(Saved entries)
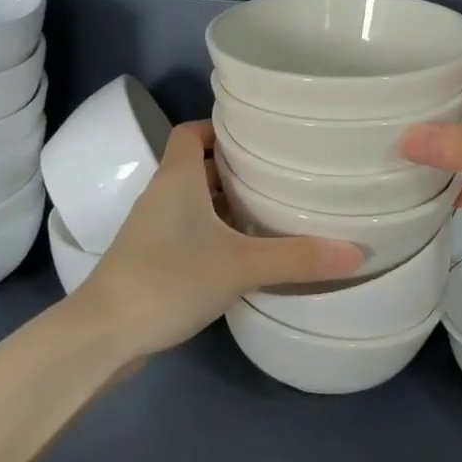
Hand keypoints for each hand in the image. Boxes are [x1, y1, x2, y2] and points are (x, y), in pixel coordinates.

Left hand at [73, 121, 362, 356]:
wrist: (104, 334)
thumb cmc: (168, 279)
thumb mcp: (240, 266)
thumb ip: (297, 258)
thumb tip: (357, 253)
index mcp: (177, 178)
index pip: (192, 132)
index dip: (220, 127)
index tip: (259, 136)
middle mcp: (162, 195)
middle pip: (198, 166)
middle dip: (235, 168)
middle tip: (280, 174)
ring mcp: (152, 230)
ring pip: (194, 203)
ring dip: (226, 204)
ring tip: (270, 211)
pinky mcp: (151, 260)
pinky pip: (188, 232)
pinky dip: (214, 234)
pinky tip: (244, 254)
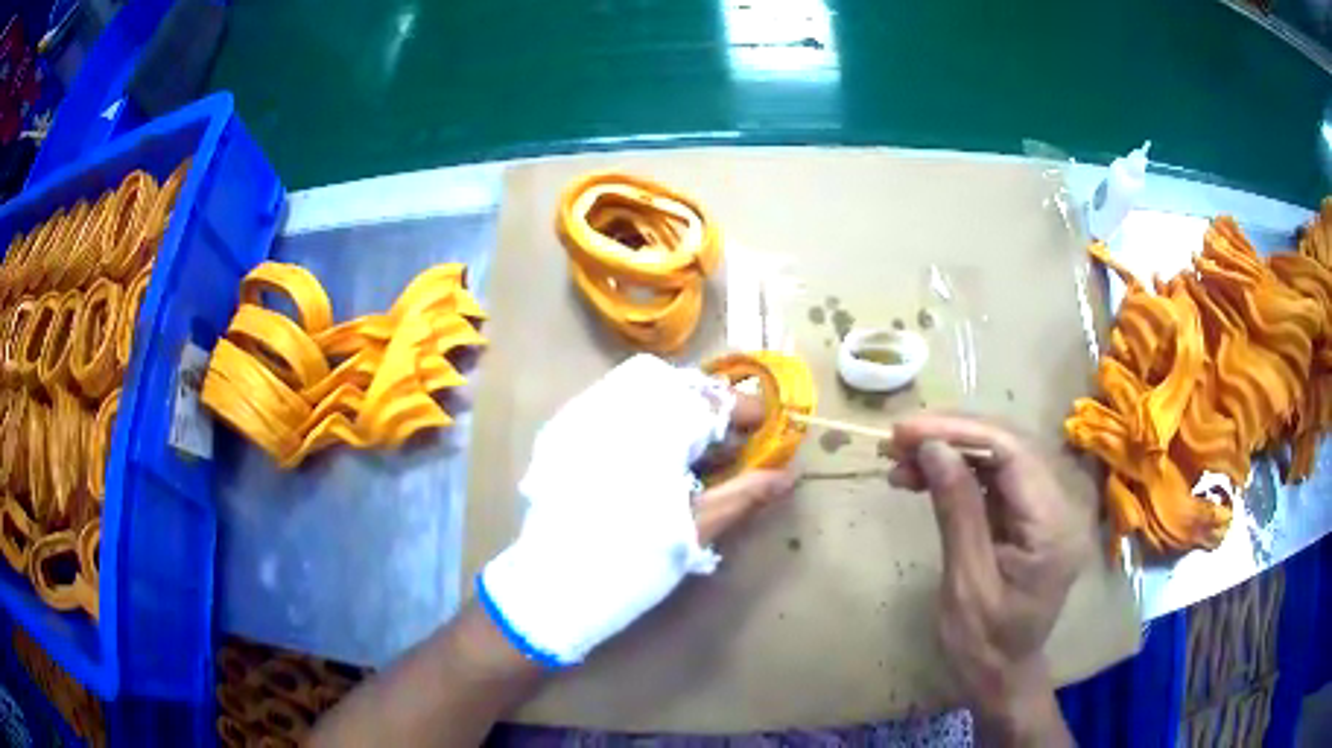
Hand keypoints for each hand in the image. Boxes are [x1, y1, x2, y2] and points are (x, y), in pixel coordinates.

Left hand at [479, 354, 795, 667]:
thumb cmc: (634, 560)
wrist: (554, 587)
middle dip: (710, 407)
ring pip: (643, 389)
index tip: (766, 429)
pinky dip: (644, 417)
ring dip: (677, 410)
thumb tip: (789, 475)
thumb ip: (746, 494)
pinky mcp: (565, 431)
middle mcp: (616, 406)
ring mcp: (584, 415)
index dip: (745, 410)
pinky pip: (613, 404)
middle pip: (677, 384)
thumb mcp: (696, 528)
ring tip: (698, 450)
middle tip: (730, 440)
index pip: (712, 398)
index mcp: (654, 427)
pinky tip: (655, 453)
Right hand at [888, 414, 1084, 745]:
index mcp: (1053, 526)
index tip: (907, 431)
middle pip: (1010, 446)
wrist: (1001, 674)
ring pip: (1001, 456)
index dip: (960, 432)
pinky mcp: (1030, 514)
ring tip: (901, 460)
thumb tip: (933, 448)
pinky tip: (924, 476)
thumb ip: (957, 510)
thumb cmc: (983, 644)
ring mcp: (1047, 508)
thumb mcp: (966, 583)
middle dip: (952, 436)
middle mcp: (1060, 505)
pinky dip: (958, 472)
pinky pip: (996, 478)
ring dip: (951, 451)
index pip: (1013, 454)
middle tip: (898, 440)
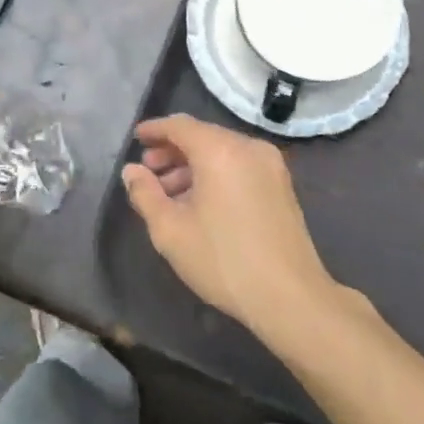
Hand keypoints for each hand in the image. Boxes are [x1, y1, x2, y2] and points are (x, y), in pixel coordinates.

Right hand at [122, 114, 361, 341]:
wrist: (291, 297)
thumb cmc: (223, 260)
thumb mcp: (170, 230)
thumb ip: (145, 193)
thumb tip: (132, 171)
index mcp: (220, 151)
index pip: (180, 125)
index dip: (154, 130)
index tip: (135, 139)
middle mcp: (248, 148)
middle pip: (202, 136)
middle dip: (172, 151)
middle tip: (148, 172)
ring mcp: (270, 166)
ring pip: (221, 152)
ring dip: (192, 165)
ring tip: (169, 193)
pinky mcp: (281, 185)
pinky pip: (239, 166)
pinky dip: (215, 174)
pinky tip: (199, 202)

■ **PROBLEM**: Where does the string "hand" appear in the records above? Return every line that holds it.

■ **WRITTEN SOLUTION**:
Hand keypoints for each hand in the image. Boxes are [x1, y1, x2, y2] and points are (x, y), in pixel coordinates.
Left hand at [73, 121, 362, 356]:
Hand keypoints for each hand in the image. Boxes are [x1, y1, x2, y2] and points are (x, y), in pixel coordinates.
Left hand at [479, 354, 795, 667]:
Right hand at [888, 414, 1084, 745]:
Hand keypoints for each hand in the image. Boxes are [x1, y1, x2, y2] and points are (x, y), in pixel coordinates.
Right hand at [122, 114, 361, 341]:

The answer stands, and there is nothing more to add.